▶ _WORK INSTRUCTIONS_: Instruction for the data below: set down exactly the lines from the line with "pinky mcp: (296, 348)" to the line with "ring tip: (687, 285)", inclusive, and no others.
· · · · · · ·
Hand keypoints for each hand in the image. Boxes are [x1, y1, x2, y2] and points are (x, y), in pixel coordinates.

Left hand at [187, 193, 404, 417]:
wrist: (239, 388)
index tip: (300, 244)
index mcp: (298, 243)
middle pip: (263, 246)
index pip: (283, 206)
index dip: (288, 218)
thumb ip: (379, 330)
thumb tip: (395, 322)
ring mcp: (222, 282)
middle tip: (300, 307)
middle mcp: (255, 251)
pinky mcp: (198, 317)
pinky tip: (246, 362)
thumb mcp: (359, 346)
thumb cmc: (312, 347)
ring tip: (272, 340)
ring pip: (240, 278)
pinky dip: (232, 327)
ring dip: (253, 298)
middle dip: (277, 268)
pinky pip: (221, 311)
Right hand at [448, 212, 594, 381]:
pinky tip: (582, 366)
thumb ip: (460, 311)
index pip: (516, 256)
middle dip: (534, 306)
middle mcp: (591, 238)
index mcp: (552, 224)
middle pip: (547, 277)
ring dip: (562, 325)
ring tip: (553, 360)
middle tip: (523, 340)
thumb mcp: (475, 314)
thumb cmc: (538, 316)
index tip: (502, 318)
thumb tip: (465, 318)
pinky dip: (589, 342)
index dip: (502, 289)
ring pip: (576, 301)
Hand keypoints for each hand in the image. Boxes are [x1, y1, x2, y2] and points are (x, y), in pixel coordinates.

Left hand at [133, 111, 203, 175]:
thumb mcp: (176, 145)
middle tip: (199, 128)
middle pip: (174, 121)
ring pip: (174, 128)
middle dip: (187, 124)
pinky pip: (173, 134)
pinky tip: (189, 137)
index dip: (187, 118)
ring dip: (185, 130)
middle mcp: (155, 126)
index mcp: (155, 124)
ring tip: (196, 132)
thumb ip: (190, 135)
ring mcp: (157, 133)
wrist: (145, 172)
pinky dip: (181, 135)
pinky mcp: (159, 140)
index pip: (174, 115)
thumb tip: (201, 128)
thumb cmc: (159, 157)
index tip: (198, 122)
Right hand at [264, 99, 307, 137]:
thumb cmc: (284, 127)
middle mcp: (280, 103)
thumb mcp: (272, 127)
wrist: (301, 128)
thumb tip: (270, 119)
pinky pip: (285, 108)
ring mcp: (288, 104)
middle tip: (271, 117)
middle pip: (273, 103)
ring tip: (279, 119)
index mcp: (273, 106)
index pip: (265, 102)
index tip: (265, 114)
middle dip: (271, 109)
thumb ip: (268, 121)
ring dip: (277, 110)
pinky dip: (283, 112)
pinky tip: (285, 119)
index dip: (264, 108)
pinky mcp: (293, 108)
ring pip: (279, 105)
· · · · · · ·
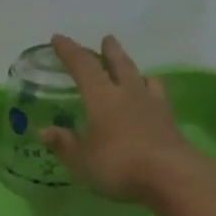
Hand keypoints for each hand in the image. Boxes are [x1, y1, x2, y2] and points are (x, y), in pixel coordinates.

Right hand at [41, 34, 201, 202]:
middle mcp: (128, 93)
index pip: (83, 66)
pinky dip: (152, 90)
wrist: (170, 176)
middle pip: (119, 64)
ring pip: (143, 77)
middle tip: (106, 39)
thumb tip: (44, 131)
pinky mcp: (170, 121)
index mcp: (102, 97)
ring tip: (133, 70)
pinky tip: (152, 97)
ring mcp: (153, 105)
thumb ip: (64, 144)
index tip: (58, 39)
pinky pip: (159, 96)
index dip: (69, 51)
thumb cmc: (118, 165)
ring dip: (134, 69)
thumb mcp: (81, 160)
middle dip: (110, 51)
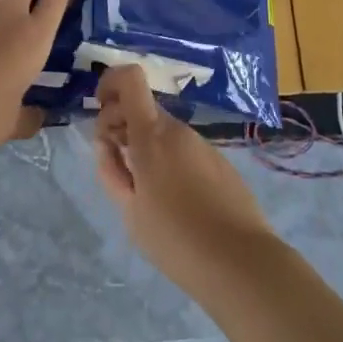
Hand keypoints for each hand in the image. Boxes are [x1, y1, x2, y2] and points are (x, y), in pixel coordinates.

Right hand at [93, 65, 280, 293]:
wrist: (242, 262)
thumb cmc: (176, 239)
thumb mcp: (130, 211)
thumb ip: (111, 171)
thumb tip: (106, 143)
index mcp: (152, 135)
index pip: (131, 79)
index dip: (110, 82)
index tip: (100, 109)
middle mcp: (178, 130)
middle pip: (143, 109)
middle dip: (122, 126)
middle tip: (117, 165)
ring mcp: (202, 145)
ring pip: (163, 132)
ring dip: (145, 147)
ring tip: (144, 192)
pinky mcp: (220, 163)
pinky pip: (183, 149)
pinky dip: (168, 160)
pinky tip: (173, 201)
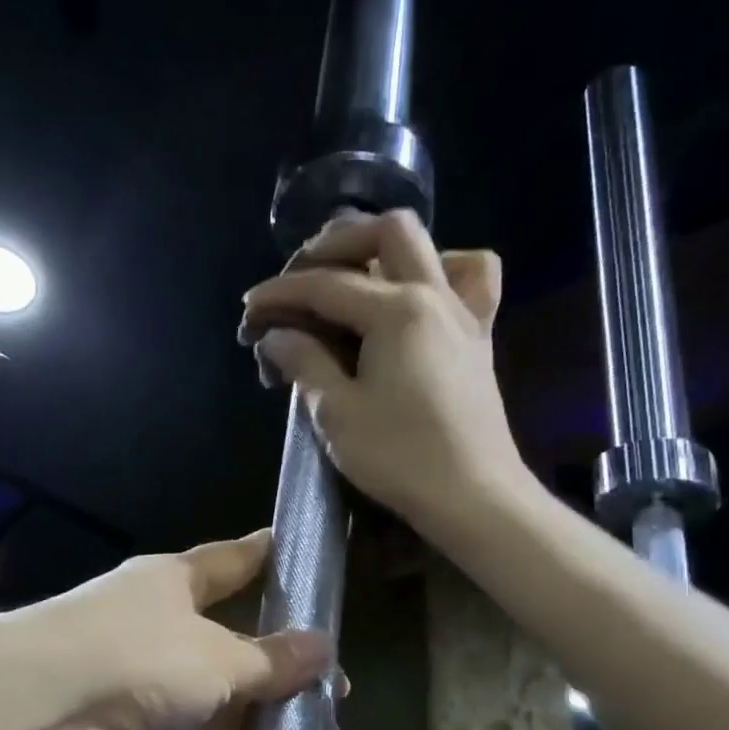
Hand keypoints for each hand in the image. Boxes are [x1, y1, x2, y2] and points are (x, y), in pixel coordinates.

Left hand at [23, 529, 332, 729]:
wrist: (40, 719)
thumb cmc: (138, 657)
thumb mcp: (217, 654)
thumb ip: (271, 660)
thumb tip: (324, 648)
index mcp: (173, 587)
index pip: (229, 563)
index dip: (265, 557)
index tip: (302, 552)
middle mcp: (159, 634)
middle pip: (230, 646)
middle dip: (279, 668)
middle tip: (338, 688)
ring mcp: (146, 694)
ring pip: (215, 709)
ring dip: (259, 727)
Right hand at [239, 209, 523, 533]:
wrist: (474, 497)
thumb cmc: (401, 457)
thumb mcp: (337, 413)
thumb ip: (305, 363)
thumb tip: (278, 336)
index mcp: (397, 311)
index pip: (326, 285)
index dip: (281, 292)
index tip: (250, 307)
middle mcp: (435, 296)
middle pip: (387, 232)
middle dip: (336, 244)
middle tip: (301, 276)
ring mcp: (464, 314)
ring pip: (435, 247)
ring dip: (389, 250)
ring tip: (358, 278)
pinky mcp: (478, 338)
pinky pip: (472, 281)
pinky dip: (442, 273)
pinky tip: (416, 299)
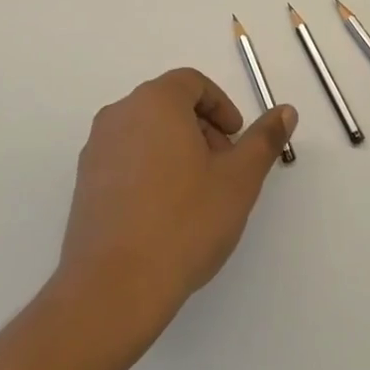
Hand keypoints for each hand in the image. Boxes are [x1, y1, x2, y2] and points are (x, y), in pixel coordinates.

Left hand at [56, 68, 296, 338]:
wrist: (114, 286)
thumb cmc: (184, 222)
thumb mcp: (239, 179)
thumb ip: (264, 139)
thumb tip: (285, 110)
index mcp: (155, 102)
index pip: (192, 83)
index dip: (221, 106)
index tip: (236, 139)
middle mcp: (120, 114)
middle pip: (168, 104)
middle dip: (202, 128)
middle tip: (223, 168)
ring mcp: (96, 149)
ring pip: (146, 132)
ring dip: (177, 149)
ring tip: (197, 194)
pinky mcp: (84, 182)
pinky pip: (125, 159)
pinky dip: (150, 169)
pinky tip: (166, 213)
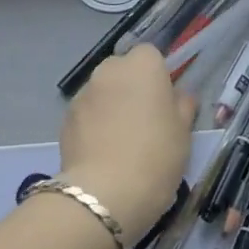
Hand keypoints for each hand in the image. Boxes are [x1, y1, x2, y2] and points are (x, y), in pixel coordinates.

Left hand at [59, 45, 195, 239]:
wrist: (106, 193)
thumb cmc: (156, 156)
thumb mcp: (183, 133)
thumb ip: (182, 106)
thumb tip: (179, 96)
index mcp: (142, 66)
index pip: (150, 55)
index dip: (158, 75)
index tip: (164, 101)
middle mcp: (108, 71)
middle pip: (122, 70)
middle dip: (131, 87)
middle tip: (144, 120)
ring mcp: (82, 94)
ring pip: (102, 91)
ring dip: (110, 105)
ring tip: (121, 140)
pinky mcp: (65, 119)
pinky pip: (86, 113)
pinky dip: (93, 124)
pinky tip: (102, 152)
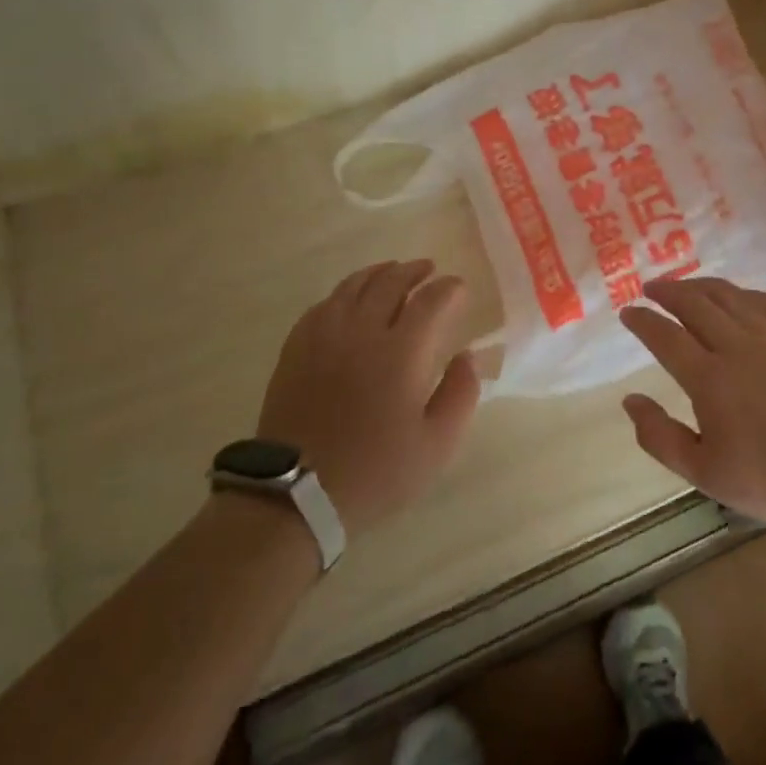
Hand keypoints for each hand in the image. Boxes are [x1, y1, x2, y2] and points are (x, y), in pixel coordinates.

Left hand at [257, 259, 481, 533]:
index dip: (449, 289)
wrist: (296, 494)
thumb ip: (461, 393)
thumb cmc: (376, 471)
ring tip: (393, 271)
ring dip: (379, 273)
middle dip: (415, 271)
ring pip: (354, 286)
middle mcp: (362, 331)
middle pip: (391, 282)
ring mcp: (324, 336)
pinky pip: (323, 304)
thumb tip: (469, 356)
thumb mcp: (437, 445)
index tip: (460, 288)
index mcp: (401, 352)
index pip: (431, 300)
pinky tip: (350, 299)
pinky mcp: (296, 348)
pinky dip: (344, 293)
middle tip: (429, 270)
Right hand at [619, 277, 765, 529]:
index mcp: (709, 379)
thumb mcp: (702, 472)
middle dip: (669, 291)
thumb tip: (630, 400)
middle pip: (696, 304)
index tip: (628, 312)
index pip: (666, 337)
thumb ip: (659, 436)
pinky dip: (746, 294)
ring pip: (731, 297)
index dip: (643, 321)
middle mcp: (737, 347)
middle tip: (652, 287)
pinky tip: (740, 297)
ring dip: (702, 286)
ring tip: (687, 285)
· · · · · · ·
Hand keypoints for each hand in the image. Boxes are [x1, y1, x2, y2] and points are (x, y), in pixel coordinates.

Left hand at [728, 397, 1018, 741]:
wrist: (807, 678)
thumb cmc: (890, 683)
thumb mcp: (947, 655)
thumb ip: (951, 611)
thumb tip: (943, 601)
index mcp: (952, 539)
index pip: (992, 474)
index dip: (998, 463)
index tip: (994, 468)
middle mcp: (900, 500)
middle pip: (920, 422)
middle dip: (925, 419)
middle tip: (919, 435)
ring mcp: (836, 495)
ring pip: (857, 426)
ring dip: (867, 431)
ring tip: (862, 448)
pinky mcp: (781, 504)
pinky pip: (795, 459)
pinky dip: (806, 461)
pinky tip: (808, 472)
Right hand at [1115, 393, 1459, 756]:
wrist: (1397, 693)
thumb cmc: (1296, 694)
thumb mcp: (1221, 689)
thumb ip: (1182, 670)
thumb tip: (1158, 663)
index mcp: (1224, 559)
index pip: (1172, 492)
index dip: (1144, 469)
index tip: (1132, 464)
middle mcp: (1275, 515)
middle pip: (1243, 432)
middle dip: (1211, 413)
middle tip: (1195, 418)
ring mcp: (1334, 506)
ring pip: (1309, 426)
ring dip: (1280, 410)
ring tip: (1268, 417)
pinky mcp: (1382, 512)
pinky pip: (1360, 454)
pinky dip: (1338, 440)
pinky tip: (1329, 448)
· · · · · · ·
▶ _COMPLETED EXERCISE_:
pinky mcp: (296, 348)
pinky dip: (344, 293)
middle tip: (429, 270)
Right hand at [619, 277, 765, 529]:
index mcp: (709, 379)
thumb mcp: (702, 472)
middle dip: (669, 291)
thumb tip: (630, 400)
middle pip: (696, 304)
index tip: (628, 312)
index pip: (666, 337)
thumb ip: (659, 436)
pinky dip: (746, 294)
ring pip: (731, 297)
index dip: (643, 321)
middle mcp: (737, 347)
middle tip: (652, 287)
pinky tip: (740, 297)
ring dip: (702, 286)
ring tip: (687, 285)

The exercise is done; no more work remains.